The war-like language often used to describe the pandemic, although understandable, can generate excessive alarm. The daily report by health authorities on cases, hospitalization and deaths, although mandated by international agreements and WHO guidelines, could be rethought and accompanied by a different way of communicating the data, favouring analyses of trends rather than "cold" numbers. Without limiting transparency and media freedom, this would provide more meaningful and more useful information to mass media and citizens, to correctly represent the pandemic situation. Even according to the WHO, after all, the infodemic contributes dangerously to the pandemic. We propose this from our complementary points of views, that of a science communicator and that of a research director.

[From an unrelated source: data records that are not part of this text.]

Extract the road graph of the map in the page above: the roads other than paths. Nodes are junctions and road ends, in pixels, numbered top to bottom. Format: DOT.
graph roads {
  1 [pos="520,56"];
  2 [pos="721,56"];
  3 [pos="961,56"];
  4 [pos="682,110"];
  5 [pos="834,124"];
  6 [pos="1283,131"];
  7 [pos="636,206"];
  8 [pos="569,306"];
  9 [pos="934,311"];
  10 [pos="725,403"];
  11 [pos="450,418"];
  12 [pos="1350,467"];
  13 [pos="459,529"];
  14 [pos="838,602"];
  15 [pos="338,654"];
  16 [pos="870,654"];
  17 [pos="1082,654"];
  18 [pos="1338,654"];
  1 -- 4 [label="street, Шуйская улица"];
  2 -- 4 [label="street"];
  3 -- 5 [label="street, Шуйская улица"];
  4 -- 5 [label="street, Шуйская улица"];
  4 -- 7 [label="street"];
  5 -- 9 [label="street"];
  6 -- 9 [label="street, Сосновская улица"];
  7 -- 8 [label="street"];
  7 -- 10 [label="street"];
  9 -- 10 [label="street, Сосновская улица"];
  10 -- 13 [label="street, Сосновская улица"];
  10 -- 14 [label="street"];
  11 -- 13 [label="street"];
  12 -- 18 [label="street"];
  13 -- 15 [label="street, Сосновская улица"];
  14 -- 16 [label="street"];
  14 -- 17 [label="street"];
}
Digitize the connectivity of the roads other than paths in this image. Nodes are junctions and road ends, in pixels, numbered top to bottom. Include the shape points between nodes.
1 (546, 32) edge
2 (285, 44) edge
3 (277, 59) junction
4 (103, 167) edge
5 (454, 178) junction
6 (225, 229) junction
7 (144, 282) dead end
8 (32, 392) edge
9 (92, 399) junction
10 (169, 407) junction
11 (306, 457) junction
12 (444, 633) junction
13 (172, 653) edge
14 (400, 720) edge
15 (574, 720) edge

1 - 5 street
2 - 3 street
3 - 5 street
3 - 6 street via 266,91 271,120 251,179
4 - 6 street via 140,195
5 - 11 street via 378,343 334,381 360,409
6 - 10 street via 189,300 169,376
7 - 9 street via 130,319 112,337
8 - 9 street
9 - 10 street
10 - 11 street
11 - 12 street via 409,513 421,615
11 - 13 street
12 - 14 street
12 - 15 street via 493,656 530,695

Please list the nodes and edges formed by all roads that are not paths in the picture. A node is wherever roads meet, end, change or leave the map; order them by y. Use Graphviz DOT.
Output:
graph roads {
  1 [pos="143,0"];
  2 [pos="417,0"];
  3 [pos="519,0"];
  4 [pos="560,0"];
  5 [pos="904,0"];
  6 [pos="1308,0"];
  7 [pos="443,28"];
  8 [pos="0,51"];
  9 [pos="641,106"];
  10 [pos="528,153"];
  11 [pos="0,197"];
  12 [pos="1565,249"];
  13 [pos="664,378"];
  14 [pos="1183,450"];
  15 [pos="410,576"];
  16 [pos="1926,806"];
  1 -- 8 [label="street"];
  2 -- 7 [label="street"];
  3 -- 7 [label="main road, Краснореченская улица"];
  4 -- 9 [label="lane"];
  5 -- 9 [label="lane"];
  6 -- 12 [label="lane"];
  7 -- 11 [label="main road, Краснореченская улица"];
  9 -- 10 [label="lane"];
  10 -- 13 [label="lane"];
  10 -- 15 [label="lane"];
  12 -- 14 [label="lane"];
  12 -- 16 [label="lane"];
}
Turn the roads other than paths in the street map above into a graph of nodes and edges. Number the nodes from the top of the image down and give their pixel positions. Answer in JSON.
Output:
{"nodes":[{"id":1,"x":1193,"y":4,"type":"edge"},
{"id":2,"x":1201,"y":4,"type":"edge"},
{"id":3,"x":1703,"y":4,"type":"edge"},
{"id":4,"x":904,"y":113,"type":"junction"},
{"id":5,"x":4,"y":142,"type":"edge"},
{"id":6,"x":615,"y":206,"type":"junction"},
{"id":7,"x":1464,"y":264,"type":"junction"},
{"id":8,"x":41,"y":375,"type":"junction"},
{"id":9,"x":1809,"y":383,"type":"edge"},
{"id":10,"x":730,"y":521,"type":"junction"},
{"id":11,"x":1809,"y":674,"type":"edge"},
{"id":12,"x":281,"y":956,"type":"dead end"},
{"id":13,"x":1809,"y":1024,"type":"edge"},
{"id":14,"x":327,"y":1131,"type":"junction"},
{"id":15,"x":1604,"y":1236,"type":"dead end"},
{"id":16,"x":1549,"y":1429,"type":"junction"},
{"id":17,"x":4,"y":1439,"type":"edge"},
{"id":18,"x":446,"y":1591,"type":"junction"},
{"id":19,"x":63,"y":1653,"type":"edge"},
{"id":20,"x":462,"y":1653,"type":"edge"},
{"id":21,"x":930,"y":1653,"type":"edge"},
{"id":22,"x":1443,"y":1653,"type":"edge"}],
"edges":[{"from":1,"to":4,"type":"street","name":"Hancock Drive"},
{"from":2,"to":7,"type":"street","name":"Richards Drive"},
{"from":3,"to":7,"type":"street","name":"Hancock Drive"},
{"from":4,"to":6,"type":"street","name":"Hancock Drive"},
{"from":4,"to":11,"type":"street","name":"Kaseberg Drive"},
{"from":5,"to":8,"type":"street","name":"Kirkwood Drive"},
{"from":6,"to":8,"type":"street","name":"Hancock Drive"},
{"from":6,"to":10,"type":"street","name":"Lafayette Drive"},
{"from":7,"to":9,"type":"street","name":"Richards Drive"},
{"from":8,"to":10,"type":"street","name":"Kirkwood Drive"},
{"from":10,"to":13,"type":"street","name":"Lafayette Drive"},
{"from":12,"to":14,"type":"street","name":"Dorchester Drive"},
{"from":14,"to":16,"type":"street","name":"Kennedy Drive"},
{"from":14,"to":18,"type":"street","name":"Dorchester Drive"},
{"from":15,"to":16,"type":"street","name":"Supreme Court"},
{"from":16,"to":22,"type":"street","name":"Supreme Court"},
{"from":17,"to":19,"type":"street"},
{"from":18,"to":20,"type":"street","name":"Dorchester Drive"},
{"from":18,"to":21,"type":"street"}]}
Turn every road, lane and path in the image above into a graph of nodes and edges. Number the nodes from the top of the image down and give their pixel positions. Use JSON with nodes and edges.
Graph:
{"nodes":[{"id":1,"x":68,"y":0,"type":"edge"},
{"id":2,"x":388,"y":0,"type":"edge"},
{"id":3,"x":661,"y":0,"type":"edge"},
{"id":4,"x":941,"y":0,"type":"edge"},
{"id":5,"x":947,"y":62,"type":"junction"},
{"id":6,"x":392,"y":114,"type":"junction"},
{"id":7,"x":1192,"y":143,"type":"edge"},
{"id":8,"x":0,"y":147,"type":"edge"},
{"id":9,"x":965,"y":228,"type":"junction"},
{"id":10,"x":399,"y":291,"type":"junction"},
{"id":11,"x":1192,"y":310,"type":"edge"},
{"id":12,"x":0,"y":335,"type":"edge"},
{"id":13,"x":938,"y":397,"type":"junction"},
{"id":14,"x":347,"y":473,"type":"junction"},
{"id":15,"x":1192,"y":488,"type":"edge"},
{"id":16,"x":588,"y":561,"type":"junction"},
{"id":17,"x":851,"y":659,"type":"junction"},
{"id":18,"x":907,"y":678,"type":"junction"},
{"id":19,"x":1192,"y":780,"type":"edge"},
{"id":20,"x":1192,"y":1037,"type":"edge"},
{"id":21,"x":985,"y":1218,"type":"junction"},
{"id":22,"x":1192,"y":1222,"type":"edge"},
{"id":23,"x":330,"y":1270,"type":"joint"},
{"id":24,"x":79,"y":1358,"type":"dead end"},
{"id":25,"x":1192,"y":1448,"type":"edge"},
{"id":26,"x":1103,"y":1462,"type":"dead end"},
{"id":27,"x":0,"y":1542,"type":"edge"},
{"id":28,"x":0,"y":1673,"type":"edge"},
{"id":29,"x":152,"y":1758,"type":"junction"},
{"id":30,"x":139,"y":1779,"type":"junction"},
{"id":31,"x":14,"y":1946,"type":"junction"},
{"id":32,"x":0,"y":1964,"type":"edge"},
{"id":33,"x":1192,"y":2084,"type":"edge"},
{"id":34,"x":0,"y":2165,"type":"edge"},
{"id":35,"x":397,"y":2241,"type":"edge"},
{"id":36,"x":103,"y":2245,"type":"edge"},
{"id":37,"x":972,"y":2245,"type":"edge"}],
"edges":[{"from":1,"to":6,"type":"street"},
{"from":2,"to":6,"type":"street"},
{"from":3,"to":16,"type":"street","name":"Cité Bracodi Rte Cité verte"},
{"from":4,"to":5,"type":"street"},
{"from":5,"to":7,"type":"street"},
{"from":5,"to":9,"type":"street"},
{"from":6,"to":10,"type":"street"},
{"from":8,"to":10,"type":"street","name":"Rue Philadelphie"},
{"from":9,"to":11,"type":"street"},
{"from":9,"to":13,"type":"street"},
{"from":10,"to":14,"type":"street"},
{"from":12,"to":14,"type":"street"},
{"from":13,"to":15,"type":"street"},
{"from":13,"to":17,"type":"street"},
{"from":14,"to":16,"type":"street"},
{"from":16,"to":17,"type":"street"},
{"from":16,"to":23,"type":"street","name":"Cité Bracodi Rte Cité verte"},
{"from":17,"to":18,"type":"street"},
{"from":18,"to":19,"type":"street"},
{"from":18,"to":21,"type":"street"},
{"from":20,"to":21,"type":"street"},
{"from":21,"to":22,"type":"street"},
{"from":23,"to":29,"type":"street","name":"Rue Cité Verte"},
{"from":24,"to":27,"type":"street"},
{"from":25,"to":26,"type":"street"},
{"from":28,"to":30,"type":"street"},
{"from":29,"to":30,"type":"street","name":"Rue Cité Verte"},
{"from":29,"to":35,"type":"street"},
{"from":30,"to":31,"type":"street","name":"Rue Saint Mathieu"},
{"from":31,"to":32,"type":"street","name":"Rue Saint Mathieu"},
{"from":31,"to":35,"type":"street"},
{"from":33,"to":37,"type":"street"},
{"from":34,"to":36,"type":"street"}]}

The appearance of the Sars-Cov-2 virus has amplified local and global fragilities, catalyzed social, cultural and economic changes, and questioned the role of science in society. For this reason, we agree with the proposal by Richard Horton, The Lancet’s editor-in-chief, to describe COVID-19 as a “syndemic” i.e. the combination of multiple medical and social phenomena. In order to deal with it, we need to be aware that the models we use to understand reality always have a margin of inaccuracy; we need to stop dramatizing the alternation of new viral waves and ‘slowdown’; we need to get out of the ‘bubbles’ in which we end up receiving and sending only news that already corresponds to the ideas we already have; we need to engage the public more in the management of the pandemic.

It is time to communicate less and better, and to rethink the relationship between researchers and communicators, in order to deal more consciously with this emergency, and those in the future.